QUARANTE HUIT pour cent des sondés pensent que tous les foyers, y compris les plus modestes, devraient contribuer, même si c’est de manière symbolique, et 57 % estiment que l’acquittement des impôts est un acte civique. Ces pourcentages mettent en relief le germe de la colère anti-fiscale : les Français ne refusent pas de payer des impôts, ils refusent d’en payer trop. Dans leur jugement, ils ne ménagent ni la droite ni la gauche, également coupables à leurs yeux, d’avoir fait de l’impôt la base toujours plus large de leur politique économique et sociale.
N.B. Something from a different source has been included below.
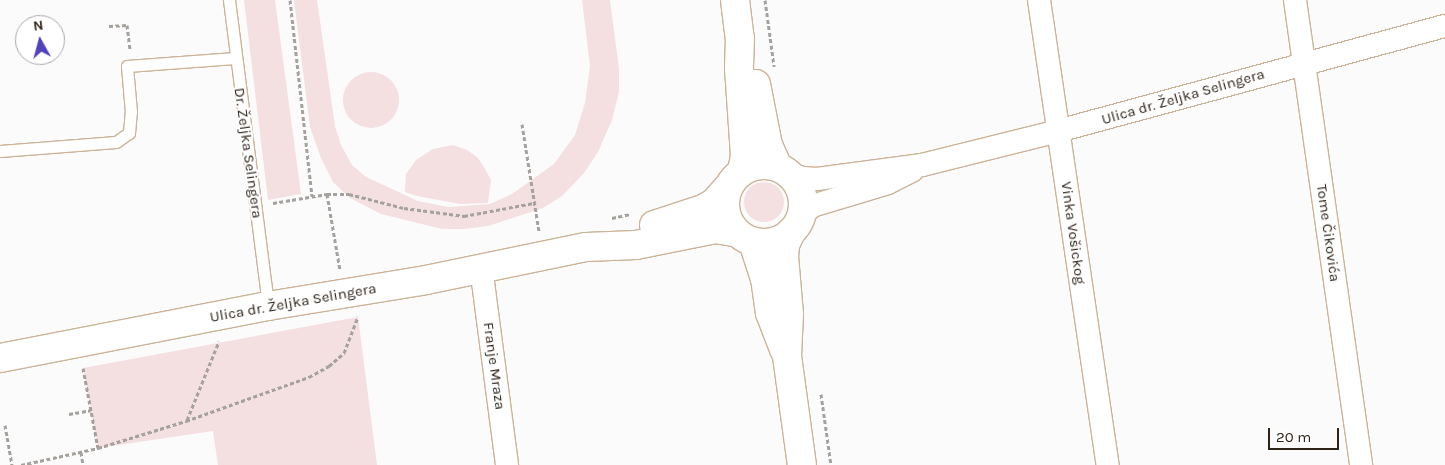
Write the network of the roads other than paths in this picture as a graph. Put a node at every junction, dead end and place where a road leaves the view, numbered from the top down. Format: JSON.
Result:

Ce renvoi des majorités dos-à-dos n’explique pas l’erreur commise par le gouvernement actuel : s’il est vrai que celui de François Fillon a abordé le redressement de nos comptes par une vive hausse de la pression fiscale, renvoyant à plus tard la diminution de la dépense publique, celui de Jean-Marc Ayrault a oublié ce qui venait d’être fait, et a procédé à de nouvelles et lourdes hausses d’impôts au lieu de se concentrer, dès sa première année, sur la dépense.

Deux constats.

Résultat : non seulement la diminution de la dépense ne figure que dans le budget de 2014, mais elle est tout de même accompagnée d’un accroissement de la pression fiscale. Ce qui conduit le contribuable à deux constats négatifs : le premier porte sur son pouvoir d’achat, littéralement dévoré par des impôts cumulatifs et parfois injustes ; le second lui apporte la conviction que les sacrifices qui lui sont demandés n’entraînent aucune amélioration de la situation générale du pays, ni au niveau du pouvoir d’achat et donc de la capacité à consommer pour relancer l’économie, ni au niveau de l’emploi.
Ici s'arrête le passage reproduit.